Eén jaar na olieramp in Golf: Dode dolfijnen zijn een raadsel

Laatste wijziging: vrijdag 22 april 2011 om 08:57, 2779 keer bekeken Print dit artikel Bekijk alle nieuws feeds van onze site
 
vrijdag 22 april 2011

© ap

In de Golf van Mexico zijn de laatste veertien maanden al meer dan vierhonderd dolfijnen aangespoeld of dood in zee teruggevonden. De BP-olieramp is mogelijk de oorzaak maar zeker is dat nog steeds niet.

Aan de Amerikaanse kust zijn nu al zeker 406 dolfijnen in de problemen gekomen sinds februari 2010; ze spoelden aan op het strand of dreven dood in zee. Het aantal is ongewoon hoog, zegt de National Oceanic and Atmospheric Administration (NOAA), de oceaandienst van de Amerikaanse overheid.



De NOAA heeft nog steeds geen verklaring waarom er plots zoveel dieren sterven en waarom de laatste tijd vooral jonge dolfijnen het slachtoffer zijn.

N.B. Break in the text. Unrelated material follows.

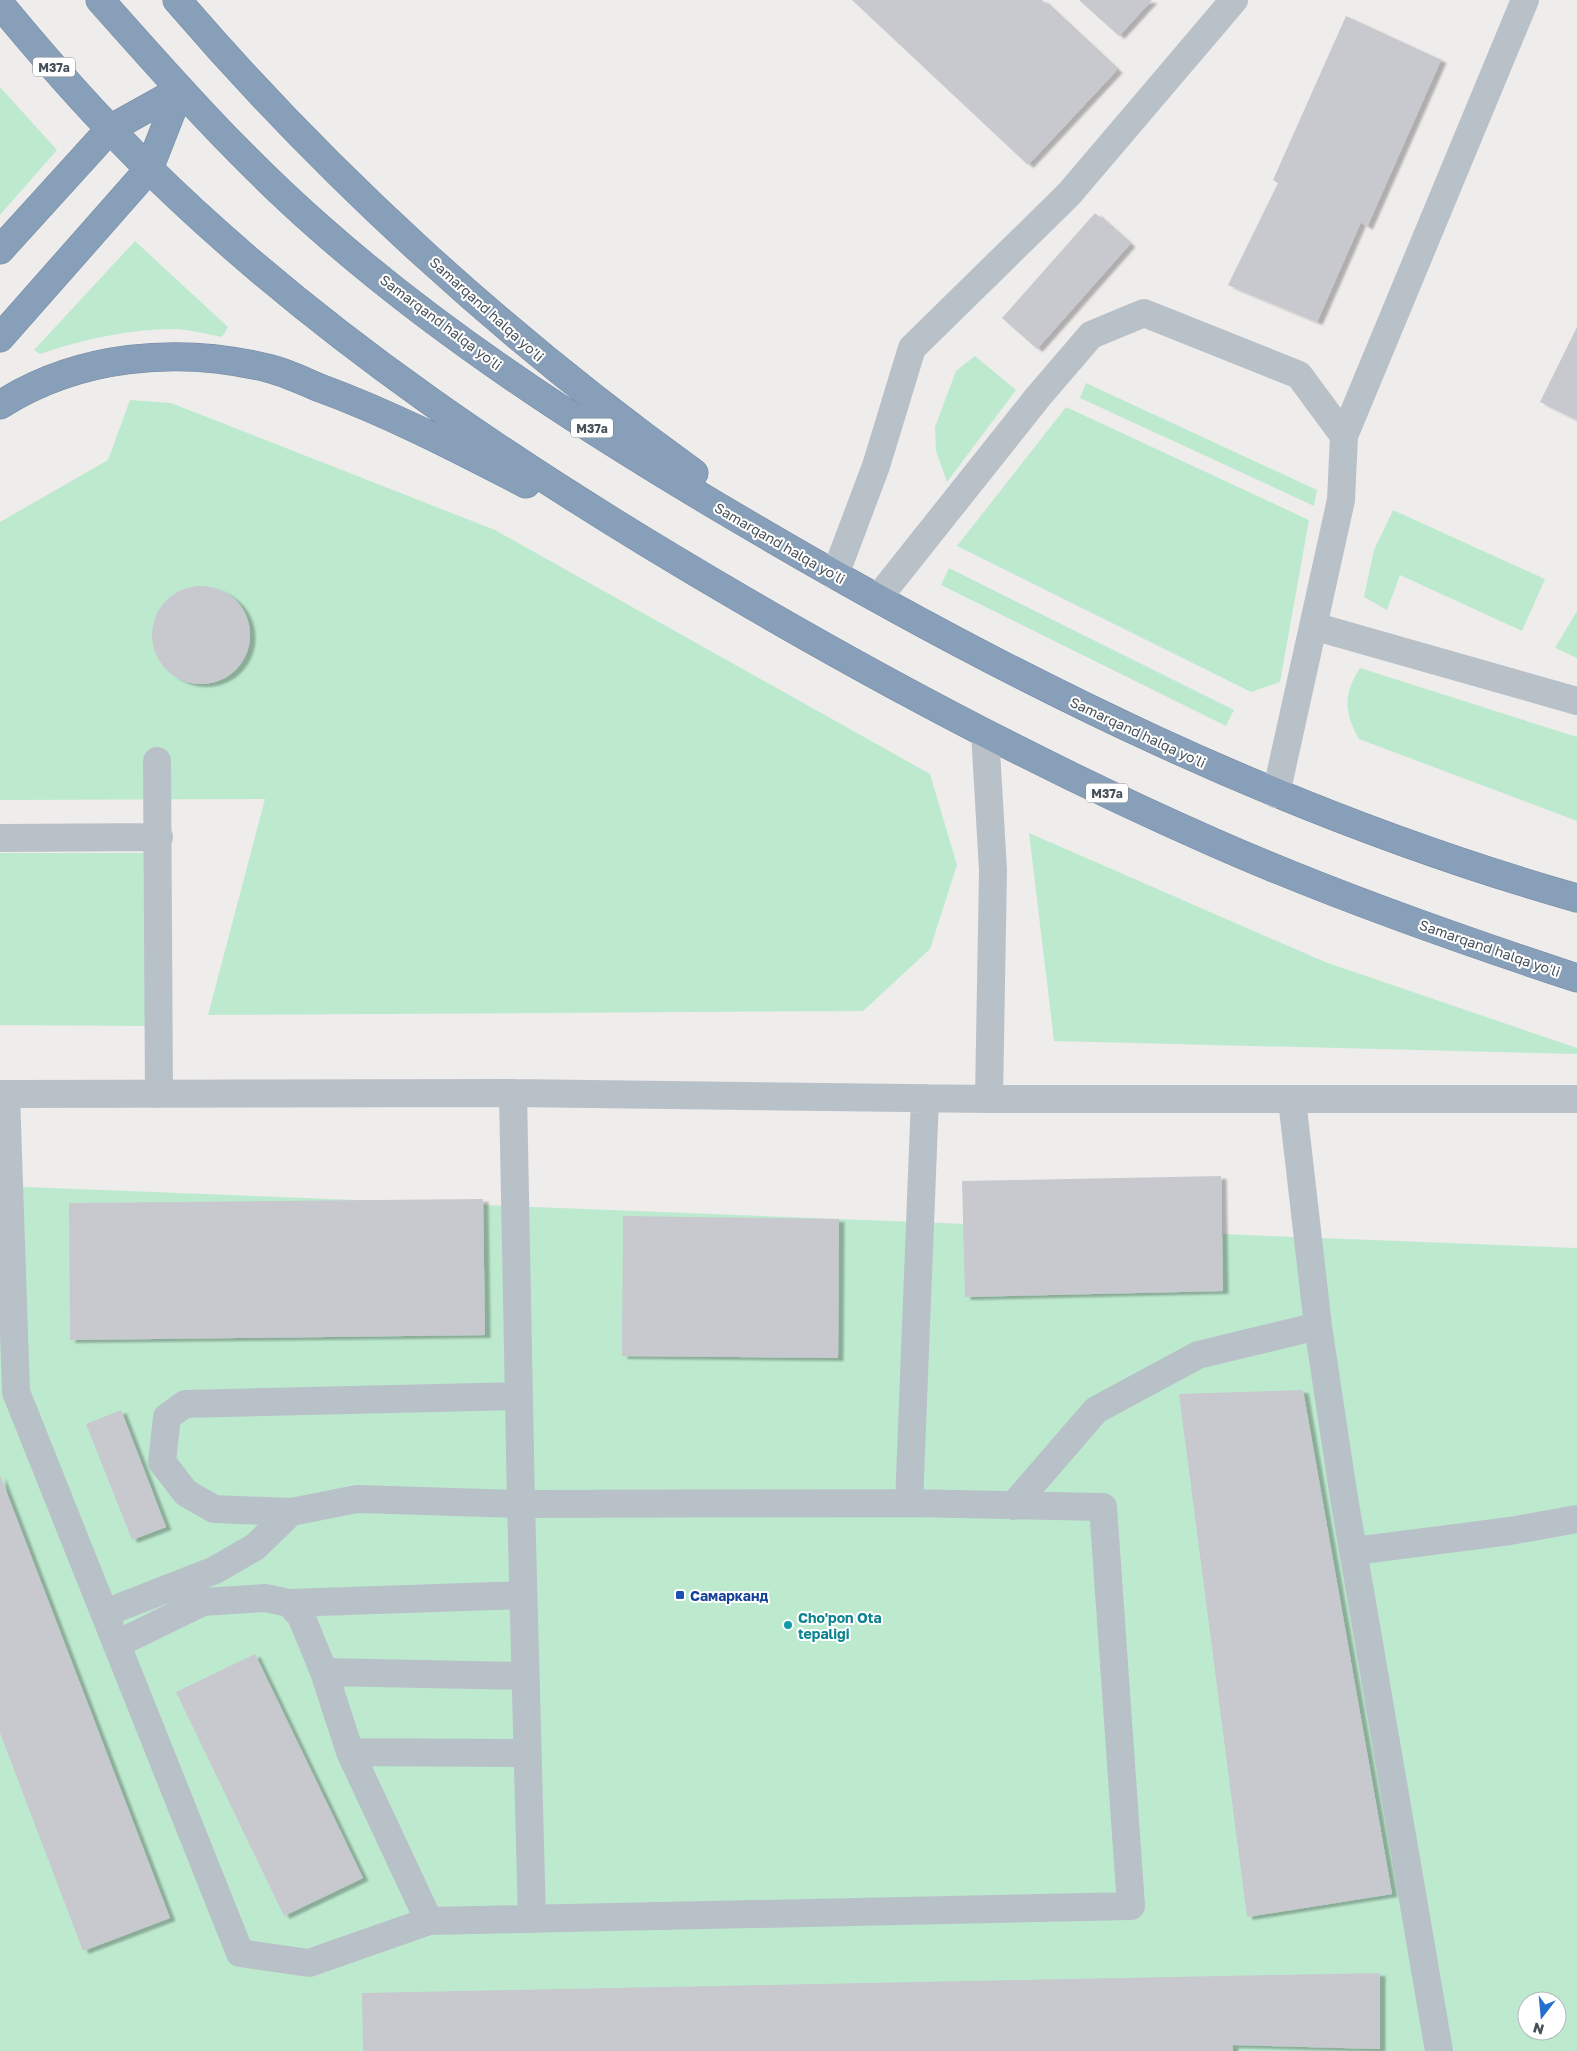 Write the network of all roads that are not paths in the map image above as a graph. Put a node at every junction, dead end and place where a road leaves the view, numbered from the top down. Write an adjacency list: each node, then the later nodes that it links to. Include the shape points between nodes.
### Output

Velen wijzen met de vinger naar de BP-olieramp, die op 20 april vorig jaar begon met de explosie op het boorplatform Deepwater Horizon. Maar de opvallende sterfte begon al voor de ramp, zeggen anderen.

Lijkschouwing
Door het gerechtelijk onderzoek rond de olieramp is geen lijkschouwing van de dode dieren mogelijk, klaagt Moby Solangi, directeur van het Institute of Marine Mammal Studies in Mississippi. Biologen die de merkwaardige dolfijnensterfte onderzoeken, kregen het verzoek van de Amerikaanse overheid om de gegevens vertrouwelijk te houden tot het begin van de rechtszaak tegen de BP.

Van de 406 dieren waren er 15 met olie besmeurd. Bij zes dieren ging het met zekerheid om olie van Deepwater Horizon.

Duidelijke piek
Begin dit jaar was er een duidelijke piek in het aantal dode dolfijnen. In enkele weken tijd werden meer dan vijftig nieuwe gevallen gesignaleerd, waarvan een groot aantal babydolfijnen.

De NOAA slaagde erin twee dolfijnen die aan de kust van Louisiana waren aangespoeld, terug naar zee te brengen, waar ze op eigen kracht weg zwommen.

Ook bij zeeschildpadden en walvissen in de Golf van Mexico ligt de sterfte hoger dan normaal, zegt de NOAA.